Now, it might seem impossible to avoid dyes in products like blushes or eye shadows, but you can totally find great products that don't use them. Look at brands for eyeshadows and blushes without harsh dyes like 100% Pure (via Elle). Your skin will thank you.

If you have oily skin, try not to use any makeup with fragrance in it

As it turns out, there tend to be more ingredients in makeup than you might think. In addition to artificial dyes and other potentially irritating ingredients, there are also fragrances in makeup products. It might seem strange for things like eye shadows or concealers to contain scents, but a lot of them do and you might not even know it.

But it's super important to be aware of such things, especially if your oily skin is sensitive to products. If that's the case, then you need to only be using makeup products that contain absolutely no fragrance, according to Hero Cosmetics. That's because fragrance can trigger irritation and lead to more breakouts or redness in oily skin, according to Healthline, which you obviously want to avoid. No matter what, fragrance-free makeup is often the best choice, so be sure to check you favorite products for known fragrance names to see if they are in the clear. 

Don't use anything with alcohol on oily skin

It might sound strange that alcohol needs to be avoided on your skin when its oily, but it's true. When you think of alcohol, you might just assume that it's cleansing enough for it not to be an issue for oily skin, or that it might actually be beneficial. But quite the contrary is true. As it turns out, beauty products with alcohol aren't the best choice for people with oily skin.

Even famous makeup artist Jeffree Star reportedly avoids makeup with alcohol in it because it can be really damaging to your skin. And while cleansers and toners are the first things you might imagine when you think of alcohol as an ingredient, it can also be find in primers, setting sprays, and even sunscreens. So, when you're shopping for makeup, avoid anything with alcohol as a listed ingredient as it will actually clog your pores and might end up making you oilier than you were before.

People with oily skin should avoid makeup that contains parabens

The rise in popularity of more natural skincare and beauty products is no accident. As people are becoming more and more aware of what they put in their bodies with their diet, it's only natural they would also consider the products they put on their bodies. And if you have oily skin, it might pay off to be super vigilant with what makeup you use, especially makeup that lists parabens on its ingredients list. For anyone with oily skin, parabens are a no-go.

Tom Oliver, a nutritionist and personal trainer, described parabens as another on the long list of "artificial ingredients which can cause irritation and stress, especially to sensitive skin types," in an interview with Elle UK. Additionally, dermatologist Dr.

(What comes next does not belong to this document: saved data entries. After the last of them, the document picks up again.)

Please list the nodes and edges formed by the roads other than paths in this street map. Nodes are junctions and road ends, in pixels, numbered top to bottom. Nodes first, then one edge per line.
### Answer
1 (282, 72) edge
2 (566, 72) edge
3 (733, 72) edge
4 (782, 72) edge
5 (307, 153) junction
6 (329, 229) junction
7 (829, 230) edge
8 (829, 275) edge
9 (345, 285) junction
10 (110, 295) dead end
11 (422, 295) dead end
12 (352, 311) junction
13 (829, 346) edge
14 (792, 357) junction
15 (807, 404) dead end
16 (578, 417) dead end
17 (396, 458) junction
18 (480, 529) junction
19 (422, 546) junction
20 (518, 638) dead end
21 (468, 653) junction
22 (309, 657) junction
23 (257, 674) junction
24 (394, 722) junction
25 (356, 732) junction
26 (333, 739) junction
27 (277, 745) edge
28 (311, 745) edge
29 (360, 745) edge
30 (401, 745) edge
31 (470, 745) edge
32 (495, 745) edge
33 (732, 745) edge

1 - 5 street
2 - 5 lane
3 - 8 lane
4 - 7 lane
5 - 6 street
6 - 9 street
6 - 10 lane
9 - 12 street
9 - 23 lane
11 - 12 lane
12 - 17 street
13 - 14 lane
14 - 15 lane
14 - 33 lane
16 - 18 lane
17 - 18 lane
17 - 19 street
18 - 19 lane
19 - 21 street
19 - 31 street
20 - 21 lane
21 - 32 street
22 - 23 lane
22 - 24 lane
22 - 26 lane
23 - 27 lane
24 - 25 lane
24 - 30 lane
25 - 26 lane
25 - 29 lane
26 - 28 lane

Kemunto Mokaya told Hero Cosmetics that, though parabens might be described as simply preservatives, "They worsen acne because they mimic hormones (e.g., estrogen). Hormonal imbalances contribute to the development of acne." So even though it might take a little time and research, it will be so worth it to eliminate parabens from your makeup routine.

Try to find long-lasting formulas

Dealing with oily skin is no walk in the park, and it does require a bit of maintenance. You definitely have to have the right skincare routine down, but that's not all. When it comes to applying makeup to oily skin, it's key to find products that boast being long-lasting. In fact, no matter what primer you use, or how often you exfoliate, if your makeup isn't long-lasting, you'll be cheating yourself out of hours of makeup.

Anna De La Cruz, a licensed esthetician, told Dermstore that it's important for people with oily skin to find long-lasting formulas when they buy makeup. "Key product descriptors to look for when on the hunt for makeup products that work well with oilier skin types are: oil-absorbing, mattifying, oil-free and long-wear," Cruz said. Additionally, Cruz added that no matter what makeup you use, it won't look good or last long enough if you don't prep your skin properly by cleansing, exfoliating, and moisturizing on a regular basis. Oh, and using makeup primer and a setting spray won't hurt, either. So find makeup that claims to be long-lasting and your skin will be glowing. All day.